Center for Molecular and Cellular Biology, Skolkovo Institute of Science and Technology, Bolshoy Boulevard 30, Bld. 1, 121205 Moscow, Russia.
Kulakov National Medical Research Center for Obstetrics, Gynecology and Perinatology of the Ministry of Health, 117997 Moscow, Russia.
Molecules. 2023 Apr 9;28(8):3323. doi: 10.3390/molecules28083323.
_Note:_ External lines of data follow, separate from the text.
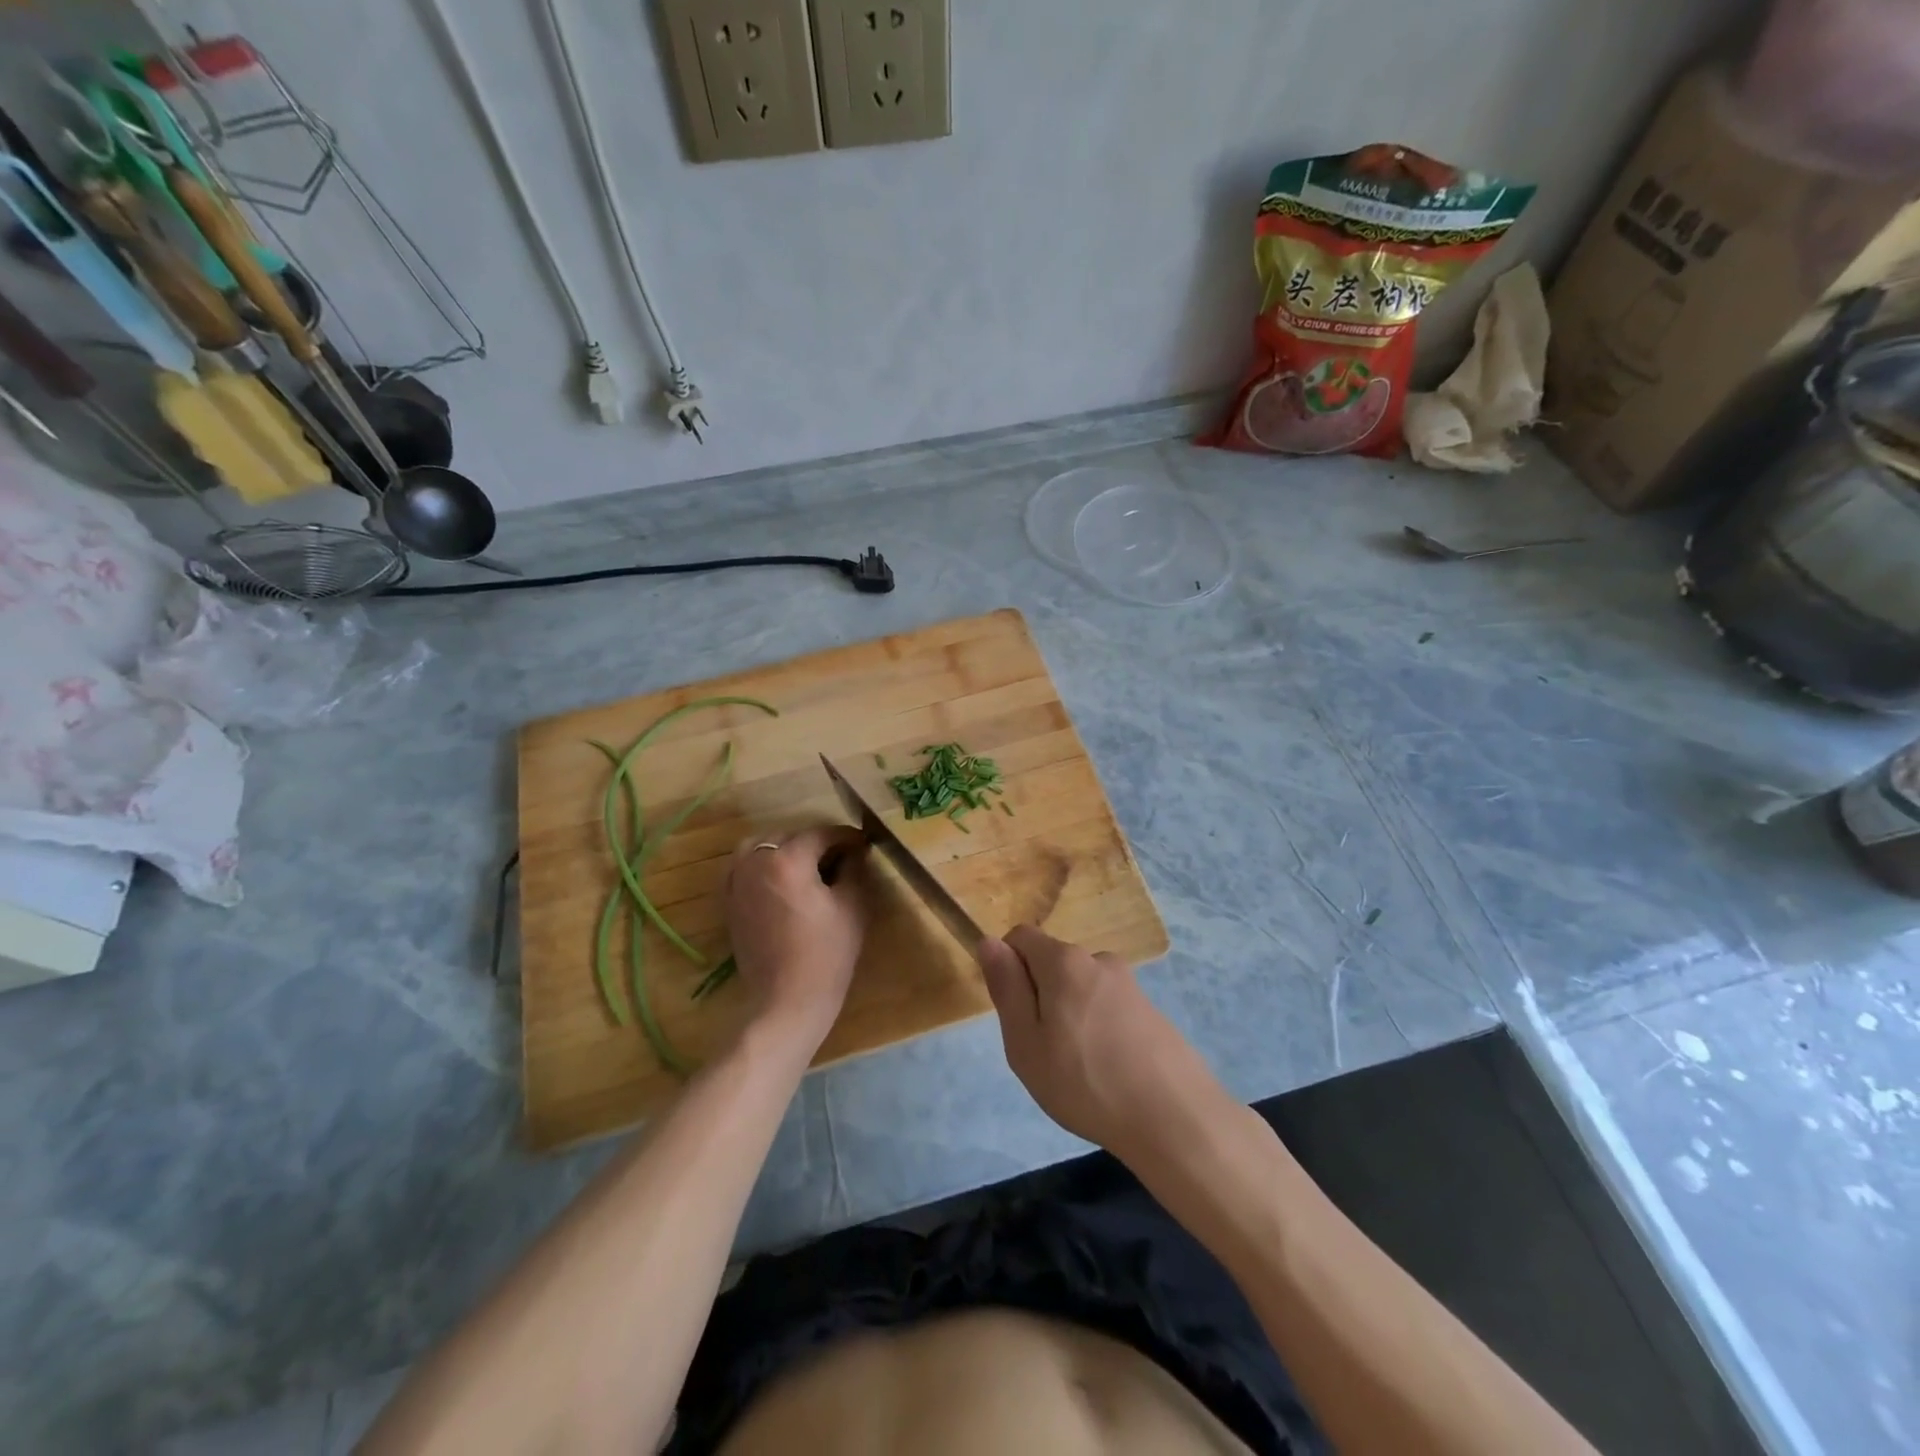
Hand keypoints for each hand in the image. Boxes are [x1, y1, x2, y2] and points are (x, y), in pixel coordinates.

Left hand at [726, 826, 868, 1053]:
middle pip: (788, 836)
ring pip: (759, 846)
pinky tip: (779, 879)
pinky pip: (742, 867)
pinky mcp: (729, 903)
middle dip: (815, 841)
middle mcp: (756, 863)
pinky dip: (760, 864)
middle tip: (840, 857)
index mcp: (788, 860)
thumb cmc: (826, 954)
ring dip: (783, 847)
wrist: (787, 1001)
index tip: (864, 844)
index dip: (846, 837)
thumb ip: (854, 870)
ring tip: (806, 864)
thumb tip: (855, 852)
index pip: (820, 834)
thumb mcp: (852, 906)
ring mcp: (737, 882)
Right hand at [978, 926, 1225, 1162]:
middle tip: (1043, 1051)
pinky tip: (1107, 1071)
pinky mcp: (1151, 1010)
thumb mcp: (1025, 1042)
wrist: (1175, 1119)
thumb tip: (989, 943)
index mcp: (1064, 961)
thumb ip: (1006, 988)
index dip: (1008, 967)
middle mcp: (1098, 960)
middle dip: (1040, 996)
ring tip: (1078, 1068)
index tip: (1014, 1014)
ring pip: (1080, 988)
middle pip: (1052, 963)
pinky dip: (1098, 1029)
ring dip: (1070, 1014)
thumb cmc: (1085, 1082)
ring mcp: (1130, 984)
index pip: (1021, 937)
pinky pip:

Glomerulopathies with nephrotic syndrome that are resistant to therapy often progress to end-stage chronic kidney disease (CKD) and require timely and accurate diagnosis. Targeted quantitative urine proteome analysis by mass spectrometry (MS) with multiple-reaction monitoring (MRM) is a promising tool for early CKD diagnostics that could replace the invasive biopsy procedure. However, there are few studies regarding the development of highly multiplexed MRM assays for urine proteome analysis, and the two MRM assays for urine proteomics described so far demonstrate very low consistency. Thus, the further development of targeted urine proteome assays for CKD is actual task. Herein, a BAK270 MRM assay previously validated for blood plasma protein analysis was adapted for urine-targeted proteomics. Because proteinuria associated with renal impairment is usually associated with an increased diversity of plasma proteins being present in urine, the use of this panel was appropriate. Another advantage of the BAK270 MRM assay is that it includes 35 potential CKD markers described previously. Targeted LC-MRM MS analysis was performed for 69 urine samples from 46 CKD patients and 23 healthy controls, revealing 138 proteins that were found in ≥2/3 of the samples from at least one of the groups. The results obtained confirm 31 previously proposed CKD markers. Combination of MRM analysis with machine learning for data processing was performed. As a result, a highly accurate classifier was developed (AUC = 0.99) that enables distinguishing between mild and severe glomerulopathies based on the assessment of only three urine proteins (GPX3, PLMN, and A1AT or SHBG).
肾小球疾病伴有肾病综合征,对治疗有抗性,通常会进展为终末期慢性肾脏病(CKD),需要及时准确的诊断。通过质谱(MS)多反应监测(MRM)进行靶向定量尿液蛋白质组分析是一种很有前途的早期 CKD 诊断工具,可以替代有创的活检程序。然而,目前关于用于尿液蛋白质组分析的高度多重 MRM 分析的研究很少,而且迄今为止描述的两种尿液蛋白质组学 MRM 分析显示出非常低的一致性。因此,进一步开发用于 CKD 的靶向尿液蛋白质组分析是一项实际任务。在此,我们对以前用于血浆蛋白质分析的 BAK270 MRM 分析进行了改编,用于尿液靶向蛋白质组学。由于与肾功能损害相关的蛋白尿通常与存在于尿液中的更多种类的血浆蛋白相关,因此使用该面板是合适的。BAK270 MRM 分析的另一个优点是它包括了 35 个以前描述的潜在 CKD 标志物。对来自 46 名 CKD 患者和 23 名健康对照者的 69 个尿液样本进行了靶向 LC-MRM MS 分析,结果发现了 138 种蛋白质,它们至少存在于 1/3 的样本中。所得结果证实了 31 种以前提出的 CKD 标志物。对 MRM 分析与数据处理的机器学习进行了组合。结果,开发了一种高度准确的分类器(AUC = 0.99),可以仅基于对三种尿液蛋白质(GPX3、PLMN 和 A1AT 或 SHBG)的评估来区分轻度和重度肾小球疾病。